Fizemos o trajeto, chegámos à final e quando os jogadores chegam à final e é uma primeira final de Portugal em termos de seleção A, inconscientemente, foi como um alívio. Estar a jogar em casa e jogar a final fez com que um dos objetivos fosse cumprido. Faltava o objetivo principal que era vencer uma competição. Na altura acho que o entusiasmo e toda a envolvência que tínhamos com o público, que queríamos agradecer, e estávamos muito distraídos com aquele ambiente e quando chegámos ao jogo, o mesmo já estava a decorrer e talvez ainda estivéssemos a pensar nos cavalos, nos aviões e foi um ambiente estranho.

Hoje já não se faz isso, a Federação de certeza que já tratou a forma desses jogos especiais serem tratados mas não havia como evitar porque o amor dos portugueses naquela altura foi tão grande que pensámos que não ia fazer mal à nossa prestação na final. Perdemos com uma Grécia que como equipa foi muito competente, uma equipa muito eficaz e o sentimento era de perda, grandíssimo. Toda a gente esteve a festejar nas ruas e ligavam-nos familiares, amigos a dizer que estiveram a festejar e nós tínhamos que nos concentrar. No último dia, que era o dia em que devíamos festejar fomos para casa tristes e a chorar. Fomos os 23 [jogadores] os únicos que não celebraram nada durante esse tempo todo mas acho que em termos de objetivo, como seleção, foi muito bom, visto que aquela geração depois fez um Mundial muito bom, na Alemanha.

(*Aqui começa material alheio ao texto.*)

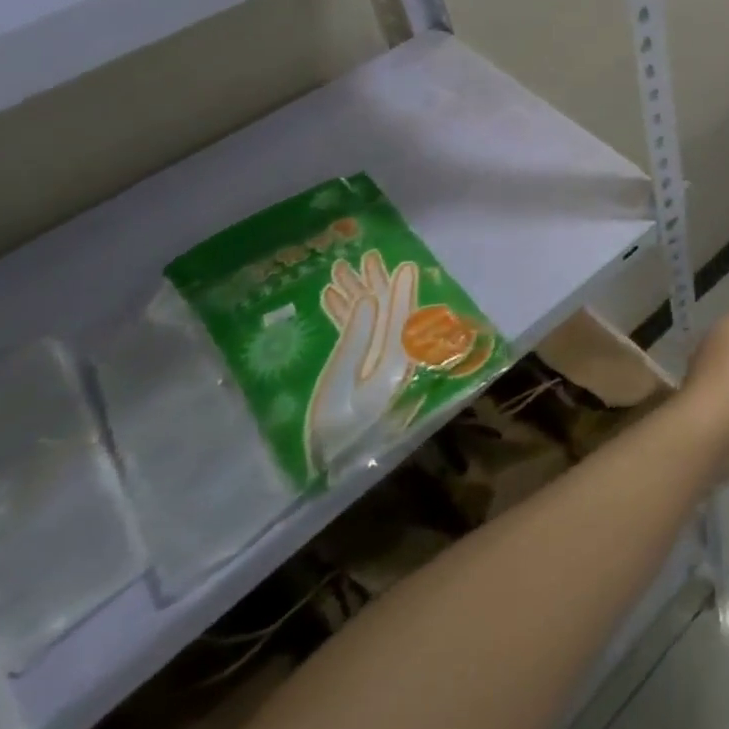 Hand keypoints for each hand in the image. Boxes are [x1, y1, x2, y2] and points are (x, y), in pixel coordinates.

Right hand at [307, 251, 419, 475]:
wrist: (325, 471)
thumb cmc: (333, 434)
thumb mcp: (341, 389)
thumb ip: (355, 344)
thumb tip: (367, 302)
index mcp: (394, 364)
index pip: (401, 318)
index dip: (401, 290)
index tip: (403, 263)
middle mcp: (393, 361)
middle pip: (388, 315)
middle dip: (376, 286)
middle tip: (365, 257)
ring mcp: (377, 367)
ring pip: (372, 323)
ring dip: (358, 297)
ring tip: (341, 270)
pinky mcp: (361, 374)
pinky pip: (359, 338)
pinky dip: (346, 318)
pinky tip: (331, 299) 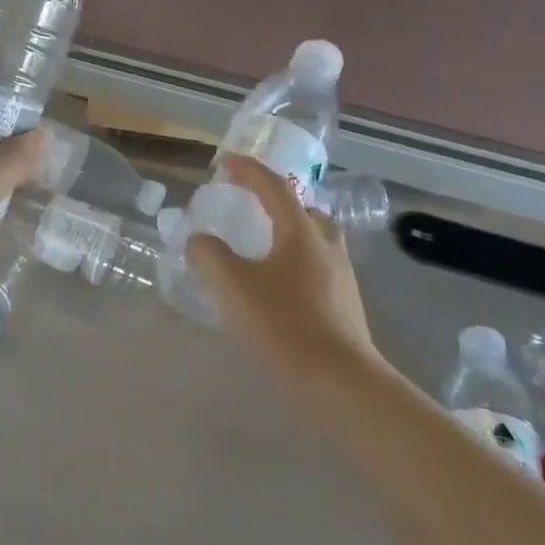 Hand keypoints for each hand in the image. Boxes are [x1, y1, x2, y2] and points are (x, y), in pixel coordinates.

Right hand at [187, 157, 381, 385]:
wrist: (339, 381)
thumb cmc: (282, 324)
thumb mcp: (231, 285)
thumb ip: (209, 255)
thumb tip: (200, 239)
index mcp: (300, 232)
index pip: (273, 186)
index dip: (248, 170)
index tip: (225, 162)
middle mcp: (326, 246)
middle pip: (303, 209)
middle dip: (276, 201)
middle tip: (249, 205)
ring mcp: (341, 276)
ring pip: (315, 239)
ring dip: (289, 232)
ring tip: (261, 246)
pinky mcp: (345, 304)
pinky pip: (317, 266)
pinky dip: (295, 261)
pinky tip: (277, 286)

Fomos às meias-finais, ficámos em quarto lugar. Havia um sentimento de perda, mas já sabíamos o que tínhamos de fazer para chegar lá e daí que hoje em dia seja muito mais fácil encarar estas grandes competições e acho que os jogadores estão muito mais preparados do que nós estávamos para jogar uma final.

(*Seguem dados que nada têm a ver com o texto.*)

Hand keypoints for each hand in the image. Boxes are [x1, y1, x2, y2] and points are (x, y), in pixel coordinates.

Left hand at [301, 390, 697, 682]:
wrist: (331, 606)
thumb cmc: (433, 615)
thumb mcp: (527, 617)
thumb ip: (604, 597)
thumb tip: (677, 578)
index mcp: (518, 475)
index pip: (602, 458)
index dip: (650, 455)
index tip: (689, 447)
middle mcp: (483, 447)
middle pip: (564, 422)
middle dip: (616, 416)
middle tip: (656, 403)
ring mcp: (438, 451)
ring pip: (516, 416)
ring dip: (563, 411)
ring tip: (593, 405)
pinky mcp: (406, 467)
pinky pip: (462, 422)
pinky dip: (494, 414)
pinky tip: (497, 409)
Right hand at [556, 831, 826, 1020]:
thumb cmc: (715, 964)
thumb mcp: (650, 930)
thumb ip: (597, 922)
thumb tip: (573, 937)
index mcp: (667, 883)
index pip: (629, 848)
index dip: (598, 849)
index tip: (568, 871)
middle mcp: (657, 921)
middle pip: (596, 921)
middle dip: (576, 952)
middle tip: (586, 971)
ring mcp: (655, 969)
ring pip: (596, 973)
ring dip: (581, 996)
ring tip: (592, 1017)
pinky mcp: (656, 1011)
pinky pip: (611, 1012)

10 – Foi o título que mais te custou não vencer?

JA:
Claro que sim, porque é uma final europeia e na altura jogava no Deportivo e estar na seleção foi um reconhecimento do meu trabalho. Por isso, sim, esse título ia ficar muito bem nas nossas vitrinas e ia dar reconhecimento ao que fizemos nesse Europeu que foi algo fantástico.

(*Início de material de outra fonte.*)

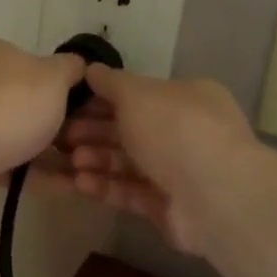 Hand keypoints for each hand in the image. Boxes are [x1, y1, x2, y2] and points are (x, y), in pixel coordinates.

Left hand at [0, 38, 85, 200]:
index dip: (61, 85)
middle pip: (24, 102)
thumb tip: (78, 65)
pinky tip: (66, 186)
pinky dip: (35, 174)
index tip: (85, 108)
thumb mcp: (53, 77)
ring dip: (51, 154)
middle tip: (88, 142)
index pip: (31, 63)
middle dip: (58, 125)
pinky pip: (7, 163)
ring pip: (17, 136)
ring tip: (84, 170)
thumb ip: (71, 68)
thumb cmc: (10, 104)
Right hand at [40, 64, 255, 253]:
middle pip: (131, 131)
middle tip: (61, 137)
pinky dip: (106, 186)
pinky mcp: (168, 207)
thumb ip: (111, 83)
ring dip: (96, 160)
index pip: (138, 96)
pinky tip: (79, 183)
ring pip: (128, 163)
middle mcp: (185, 133)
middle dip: (94, 132)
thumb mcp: (138, 94)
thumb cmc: (175, 130)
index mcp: (186, 99)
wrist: (214, 195)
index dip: (101, 99)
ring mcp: (178, 173)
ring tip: (69, 162)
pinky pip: (131, 192)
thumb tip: (91, 69)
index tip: (68, 105) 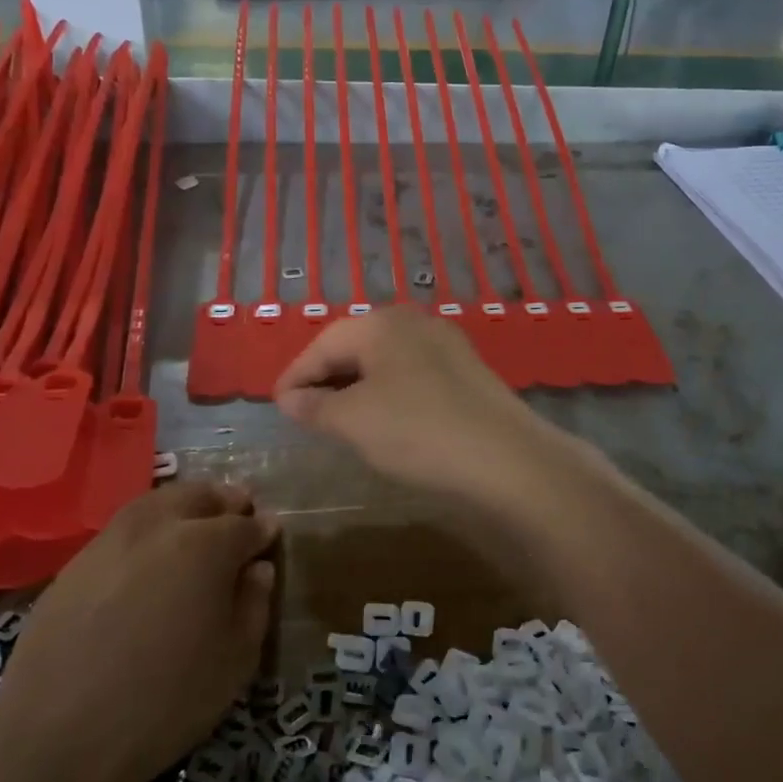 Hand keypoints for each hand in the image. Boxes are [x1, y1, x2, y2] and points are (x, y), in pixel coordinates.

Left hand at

11 – Há alguma história da seleção em 2004 que ainda não se conheça durante esse Europeu?

JA
: Há várias histórias. Em termos do que é futebol jogado, por curiosidade, quem marcou o golo da Grécia foi Charisteas e nós tínhamos as formações táticas para as bolas paradas e quem estava com o Charisteas nas bolas paradas era o Ricardo Carvalho. E na discussão sobre se estávamos confortáveis e nós defesas demos a opinião e dissemos que o Costinha era mais alto que o Ricardo Carvalho e supostamente podiam trocar e o Costinha falou com o Ricardo e trocaram a marcação. O Costinha ficou a marcar o Charisteas e o Ricardo Carvalho ficou a marcar outro jogador. Azar dos azares o jogador que fez golo foi o Charisteas. Claro que a situação podia ter-se dado com o Ricardo Carvalho mas são aquelas decisões táticas que os jogadores à última da hora podem mudar e que podem mudar o rumo de um destino. Também podíamos ter feito golos mas é uma história que fica e se calhar não é contada porque muitas das vezes as pessoas não sabem como funciona e eu fui dos que deu a minha opinião. Se soubesse, tinha estado calado.

12 – Depois do FC Porto, foste para o Deportivo. Como é que foi a tua experiência em Espanha?

JA:
Eu mudei em termos de personalidade, como pessoa, era muito tímido. Ao ir para Espanha, para um país diferente, tinha que justificar tudo e os colegas gostavam muito de explorar o que sentia e pensava e tive muita dificuldade, por isso, mudei a minha personalidade. Passei a fazer o que me faziam, a questionar tudo e a falar sobre tudo e mudei a minha personalidade, a minha forma de ser. A maior dificuldade foi ir sozinho porque era o único português naquele ano e para me defender fiquei falador como os meus colegas.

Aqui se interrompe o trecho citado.